» **Exercise**: Search the data below, and report every line in which "roads" occurs.
*** Opening of Provided entries ***
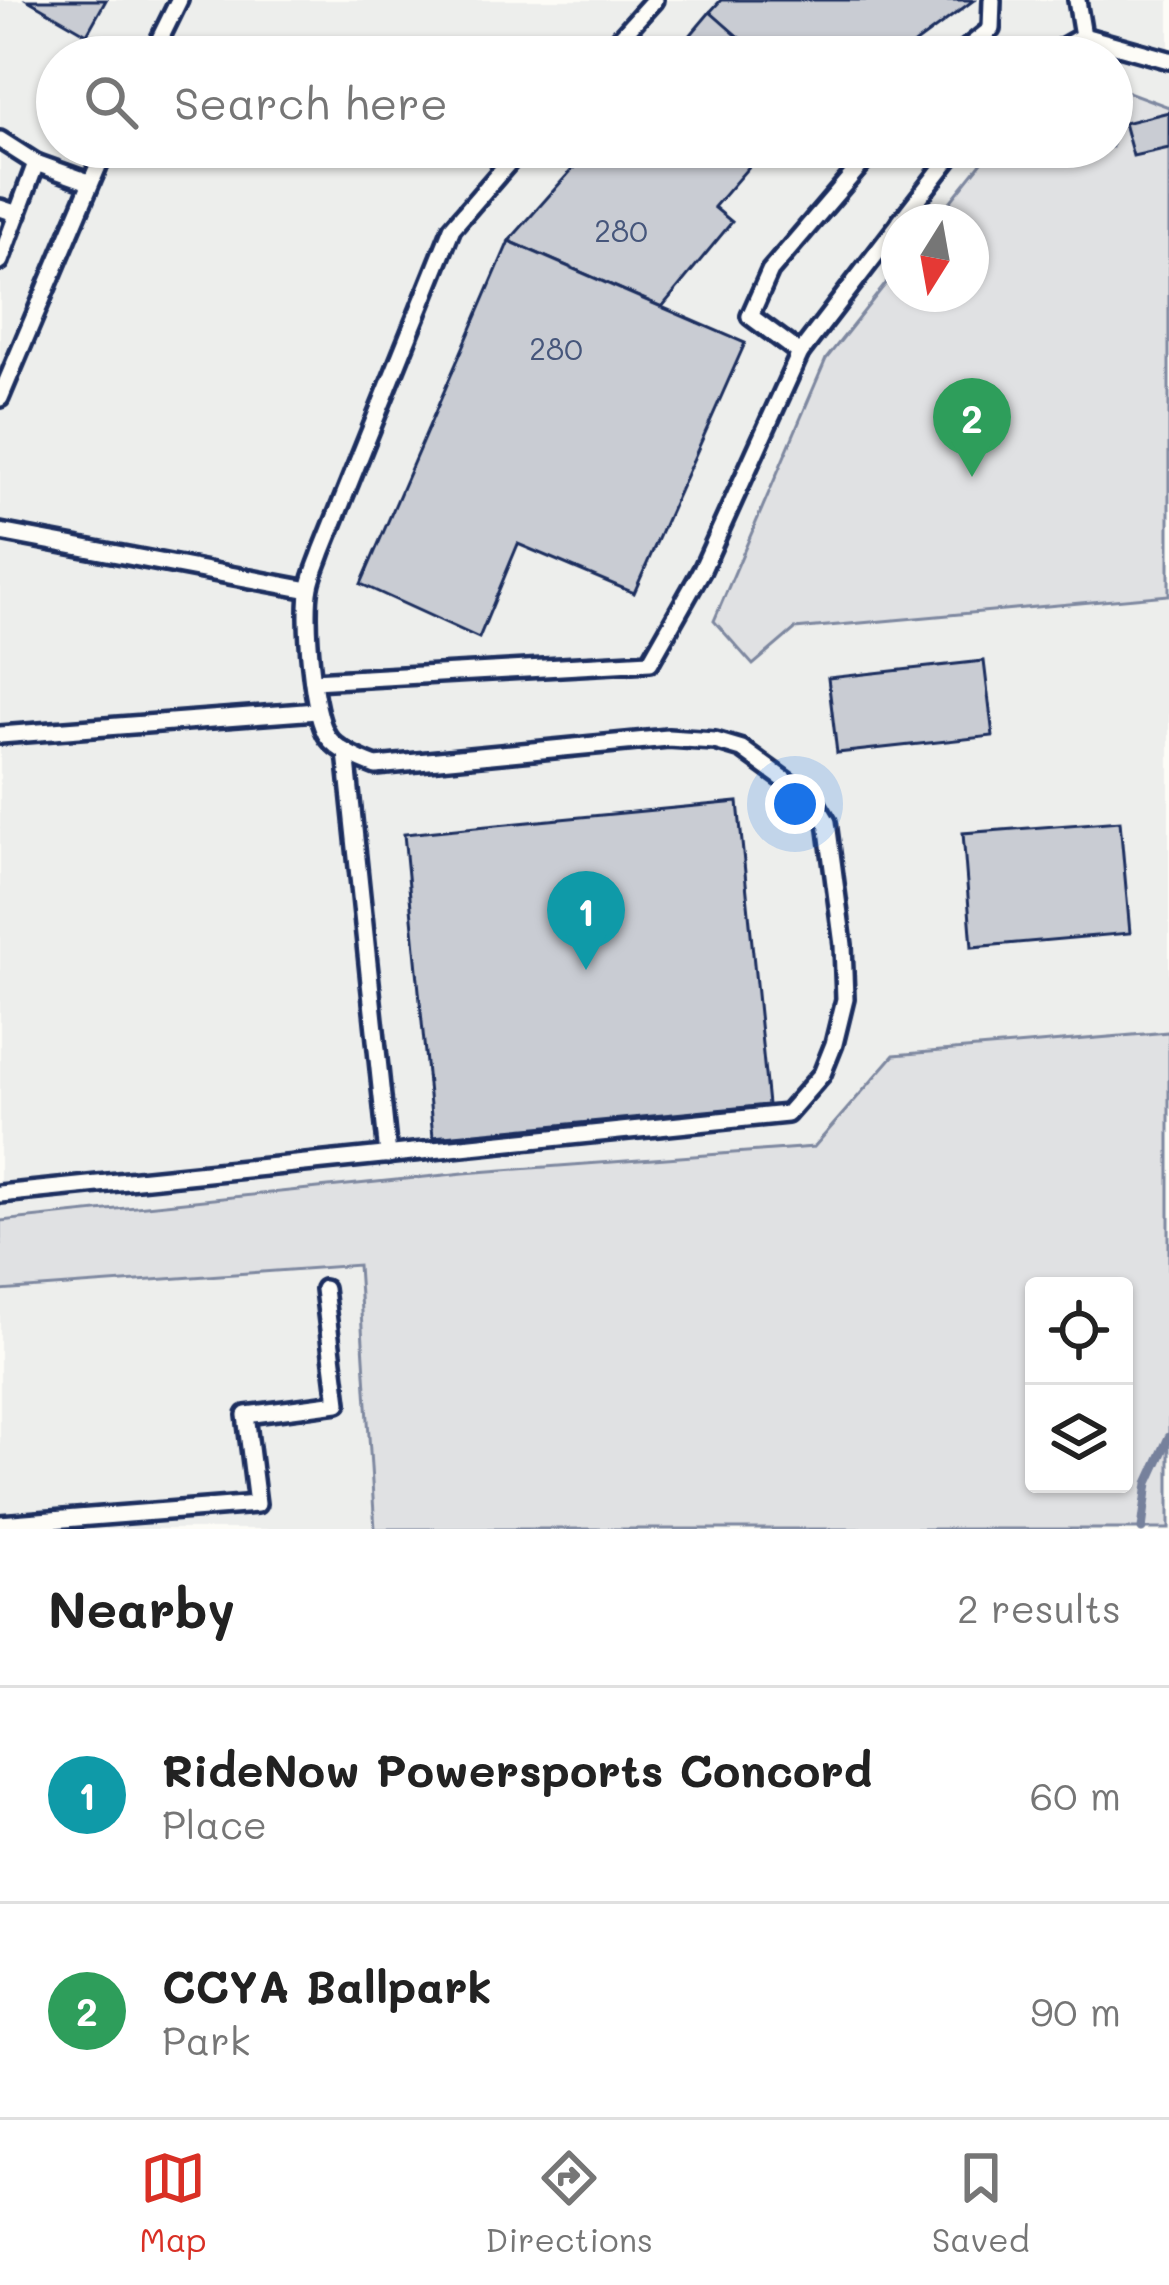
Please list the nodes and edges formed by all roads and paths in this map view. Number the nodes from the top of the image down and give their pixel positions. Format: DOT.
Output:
graph roads {
  1 [pos="179,0"];
  2 [pos="654,0"];
  3 [pos="992,0"];
  4 [pos="1077,0"];
  5 [pos="1083,35"];
  6 [pos="161,36"];
  7 [pos="622,36"];
  8 [pos="982,36"];
  9 [pos="1086,36"];
  10 [pos="1133,50"];
  11 [pos="1169,60"];
  12 [pos="0,140"];
  13 [pos="36,163"];
  14 [pos="50,168"];
  15 [pos="96,168"];
  16 [pos="504,168"];
  17 [pos="858,168"];
  18 [pos="942,168"];
  19 [pos="89,182"];
  20 [pos="914,204"];
  21 [pos="0,208"];
  22 [pos="18,214"];
  23 [pos="881,248"];
  24 [pos="0,261"];
  25 [pos="800,353"];
  26 [pos="0,395"];
  27 [pos="0,532"];
  28 [pos="309,590"];
  29 [pos="313,681"];
  30 [pos="317,711"];
  31 [pos="0,735"];
  32 [pos="346,752"];
  33 [pos="388,1155"];
  34 [pos="0,1194"];
  35 [pos="324,1289"];
  36 [pos="0,1524"];
  1 -- 6 [label="lane"];
  2 -- 7 [label="lane"];
  3 -- 8 [label="lane"];
  4 -- 5 [label="lane"];
  5 -- 9 [label="lane"];
  10 -- 11 [label="lane"];
  12 -- 13 [label="lane"];
  13 -- 22 [label="lane"];
  14 -- 19 [label="lane"];
  15 -- 19 [label="lane"];
  16 -- 28 [label="lane"];
  17 -- 25 [label="lane"];
  18 -- 20 [label="lane"];
  19 -- 26 [label="lane"];
  21 -- 22 [label="lane"];
  22 -- 24 [label="lane"];
  23 -- 25 [label="lane"];
  25 -- 29 [label="lane"];
  27 -- 28 [label="lane"];
  28 -- 29 [label="lane"];
  29 -- 30 [label="lane"];
  30 -- 31 [label="lane"];
  30 -- 32 [label="lane"];
  32 -- 33 [label="lane"];
  32 -- 33 [label="lane"];
  33 -- 34 [label="lane"];
  35 -- 36 [label="lane"];
}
*** Close of Provided entries ***
» **Answer to this task**:
Please list the nodes and edges formed by all roads and paths in this map view. Number the nodes from the top of the image down and give their pixel positions. Format: DOT.
graph roads {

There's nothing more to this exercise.